David Graeber has a far too long essay in The Baffler, which is not worth reading in full. In the end, though, it comes to a common but worthwhile point: the structure of research today can't be open-ended in any real way, due to creeping managerialism, and this kills any possibility of revolutionary technology:

> That pretty much answers the question of why we don’t have teleportation devices or antigravity shoes. Common sense suggests that if you want to maximize scientific creativity, you find some bright people, give them the resources they need to pursue whatever idea comes into their heads, and then leave them alone. Most will turn up nothing, but one or two may well discover something. But if you want to minimize the possibility of unexpected breakthroughs, tell those same people they will receive no resources at all unless they spend the bulk of their time competing against each other to convince you they know in advance what they are going to discover.
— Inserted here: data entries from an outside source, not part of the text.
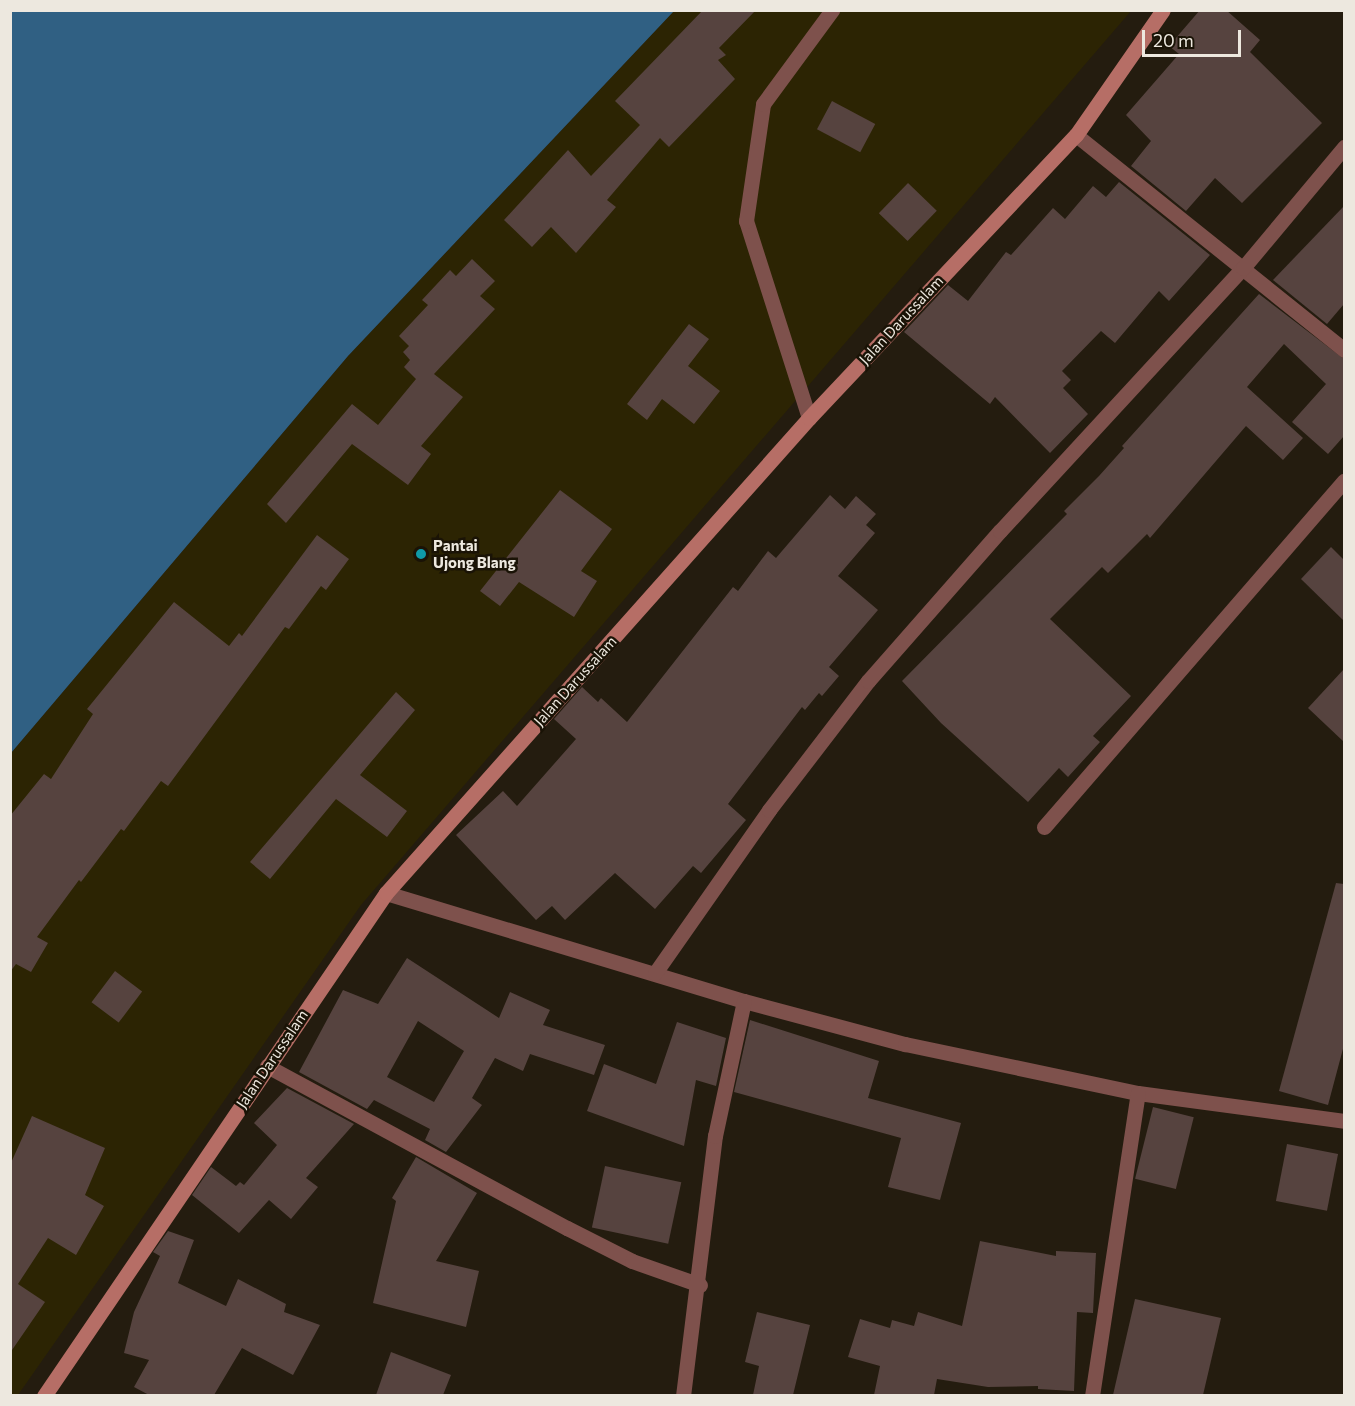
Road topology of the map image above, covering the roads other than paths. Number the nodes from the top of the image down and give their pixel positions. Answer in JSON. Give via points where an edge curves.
{"nodes":[{"id":1,"x":832,"y":10,"type":"edge"},
{"id":2,"x":1163,"y":10,"type":"edge"},
{"id":3,"x":1076,"y":135,"type":"junction"},
{"id":4,"x":1344,"y":147,"type":"edge"},
{"id":5,"x":1243,"y":268,"type":"junction"},
{"id":6,"x":1344,"y":350,"type":"edge"},
{"id":7,"x":809,"y":418,"type":"junction"},
{"id":8,"x":1344,"y":482,"type":"edge"},
{"id":9,"x":1044,"y":827,"type":"dead end"},
{"id":10,"x":386,"y":893,"type":"junction"},
{"id":11,"x":655,"y":973,"type":"junction"},
{"id":12,"x":744,"y":1001,"type":"junction"},
{"id":13,"x":267,"y":1066,"type":"junction"},
{"id":14,"x":1138,"y":1092,"type":"junction"},
{"id":15,"x":1344,"y":1121,"type":"edge"},
{"id":16,"x":700,"y":1285,"type":"junction"},
{"id":17,"x":44,"y":1395,"type":"edge"},
{"id":18,"x":683,"y":1395,"type":"edge"},
{"id":19,"x":1092,"y":1395,"type":"edge"}],
"edges":[{"from":1,"to":7,"type":"street","via":[[763,104],[746,221]]},
{"from":2,"to":3,"type":"street","name":"Jalan Darussalam"},
{"from":3,"to":5,"type":"street"},
{"from":3,"to":7,"type":"street","name":"Jalan Darussalam"},
{"from":4,"to":5,"type":"street"},
{"from":5,"to":6,"type":"street"},
{"from":5,"to":11,"type":"street","via":[[1000,531],[868,681],[768,810]]},
{"from":7,"to":10,"type":"street","name":"Jalan Darussalam"},
{"from":8,"to":9,"type":"street"},
{"from":10,"to":11,"type":"street"},
{"from":10,"to":13,"type":"street","name":"Jalan Darussalam"},
{"from":11,"to":12,"type":"street"},
{"from":12,"to":14,"type":"street","via":[[905,1044]]},
{"from":12,"to":16,"type":"street","via":[[715,1136]]},
{"from":13,"to":16,"type":"street","via":[[632,1261]]},
{"from":13,"to":17,"type":"street","name":"Jalan Darussalam"},
{"from":14,"to":15,"type":"street"},
{"from":14,"to":19,"type":"street"},
{"from":16,"to":18,"type":"street"}]}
This is a major problem in technology, though maybe not for reasons Graeber would identify. As Engelbart noted, the Tool System is only one half of the equation. True progress uses the Tool System to leverage change in the Human System, and in turn uses changes in the Human System to identify necessary tool modifications.

Engelbart's solution to this, still underappreciated, was to have a team of developer-users that could alternate quickly between designing tools and constructing the culture and practice around them. That takes time, but as the Mother of All Demos showed, it can have fantastic results, because sometimes the future is only comprehensible when delivered as a package.

Current models of development don't allow that sort of development to occur, and while that is not the reason that flying cars never came about, it is the reason that computer technology has advanced so slowly since the 1960s.

If you wanted to really revolutionize educational technology, for example, here is what I think you could do. Get together a representative group of developers to pair with a small laboratory school, and work so closely with it that the developers could walk in each day and observe ways in which the latest build had succeeded or failed. Talk with teachers about what works and what doesn't. Organize technology around a new curriculum, then organize the new curriculum around the new affordances of technology.

Do this with ten, twenty, fifty schools, each school no larger than 500-1000 students. Leave these experiments alone for seven years.

I guarantee you at the end of seven years, one of those schools will have truly revolutionized education, and produced more innovation and "progress" than we've seen in the past 50 years. And the reason would be that the practice and the technology and the culture and the curriculum all grew together, reacting to the possibilities each exposed, rather than being developed separately.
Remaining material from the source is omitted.